Followin Prof. Uwes
Who's that? If you mean me, I am not a Professor ...
> idea and after checking up some docs I was able to
build a color vector with the correct colors and then "call" it from using persp col = option ... Nevertheless I still have a small problem... using something like : colorvect <- rainbow(length(mat3),start=0.1,end=0.8)
Attention: ?persp tells you there are (nx-1)(ny-1) facets given you have a matrix of dimension nx x ny.
Additionally, this was not my idea, at least you have to select the colors by height, if I understood your question correctly.
persp(mat3,col=colorvect, box= FALSE, theta=30) works something like I need... But ... if I try to visualize a specific part like mat3[1:900,2:78] ... persp(mat3[1:900,2:78,col=colorvect, box= FALSE, theta=30) What I get is bleach result with only part of the colors...

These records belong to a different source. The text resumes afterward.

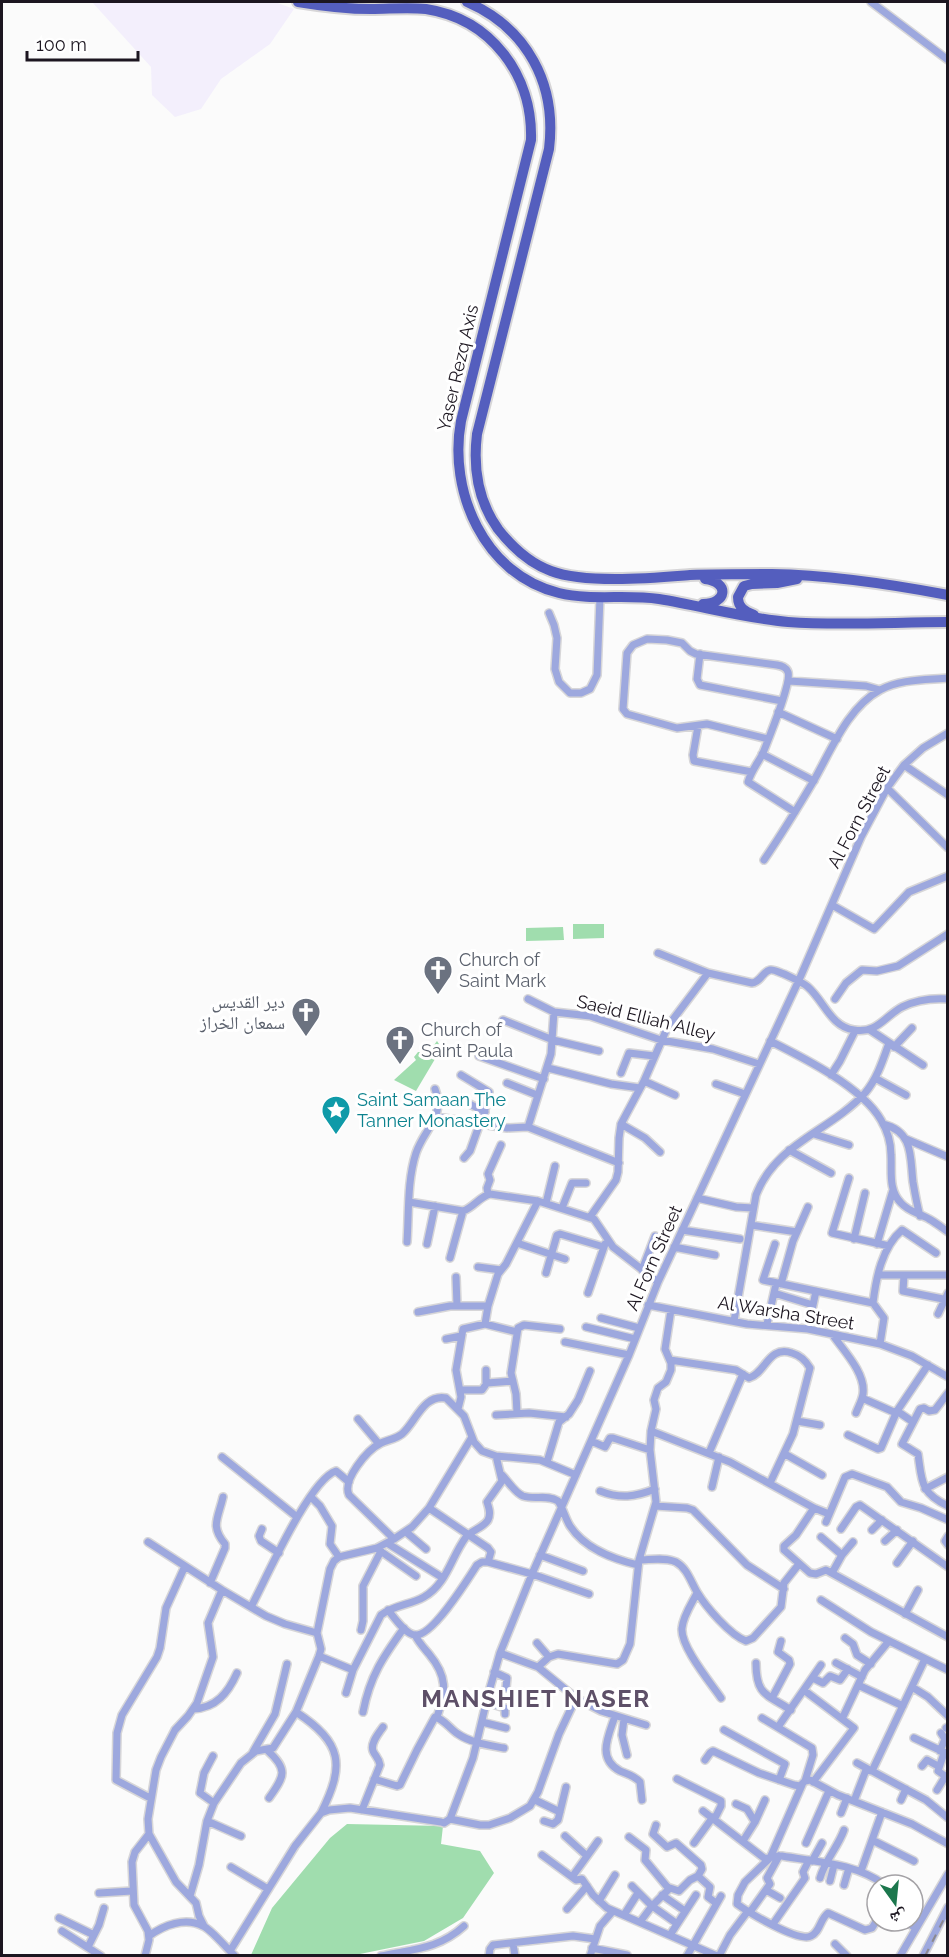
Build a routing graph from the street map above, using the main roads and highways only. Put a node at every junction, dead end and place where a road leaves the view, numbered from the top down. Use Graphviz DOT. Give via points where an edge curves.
graph roads {
  1 [pos="298,2"];
  2 [pos="467,2"];
  3 [pos="680,576"];
  4 [pos="808,576"];
  5 [pos="948,595"];
  6 [pos="690,604"];
  7 [pos="760,619"];
  8 [pos="948,622"];
  1 -- 6 [label="main road, Yaser Rezq Axis" via="351,8 413,8 450,15 492,42 518,75 530,113 531,140 461,421 459,473 465,499 490,549 523,577 550,591 579,597 651,598"];
  2 -- 3 [label="main road, Yaser Rezq Axis" via="506,27 528,52 544,82 551,122 549,149 477,434 476,471 484,502 494,522 515,547 551,571 583,577"];
  3 -- 4 [label="main road, Yaser Rezq Axis"];
  3 -- 6 [label="main road" via="713,580 722,590 715,603"];
  4 -- 5 [label="main road, Yaser Rezq Axis"];
  4 -- 7 [label="main road" via="744,586 738,597 739,605"];
  6 -- 7 [label="main road, Yaser Rezq Axis"];
  7 -- 8 [label="main road, Yaser Rezq Axis" via="822,624"];
}
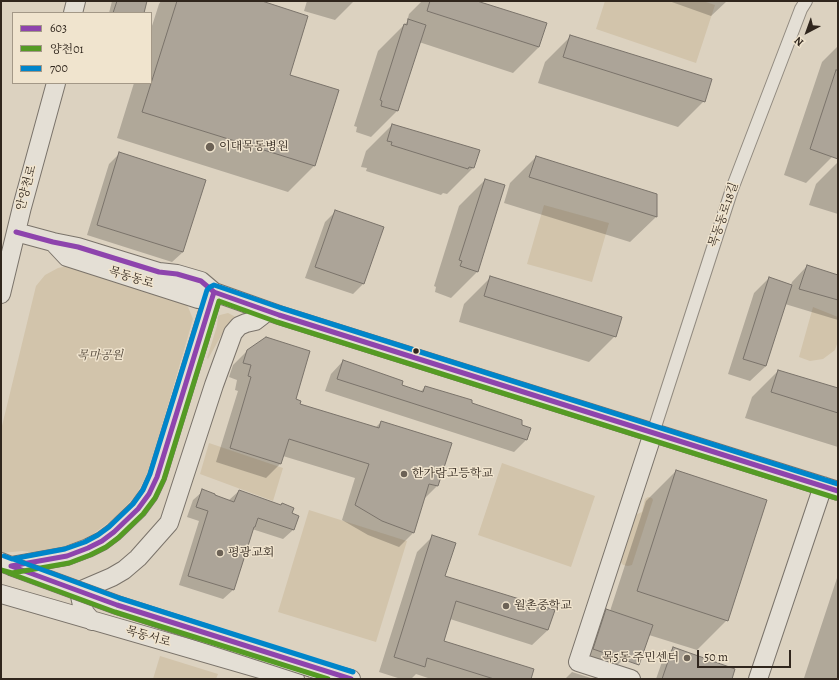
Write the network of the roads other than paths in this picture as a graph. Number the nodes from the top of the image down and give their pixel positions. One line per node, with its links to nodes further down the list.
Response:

What about writing a little function along the lines of
foo <- function(M){
colvect <- ...(M)...
persp(M, .....)
}
and calling it with
foo(mat3[1:900,2:78])I know that I were specting this but how can I avoid it with making the colorvect vector each time I call persp ?
As already mentioned, generate some colors and then take one color for a certain range of values of your matrix.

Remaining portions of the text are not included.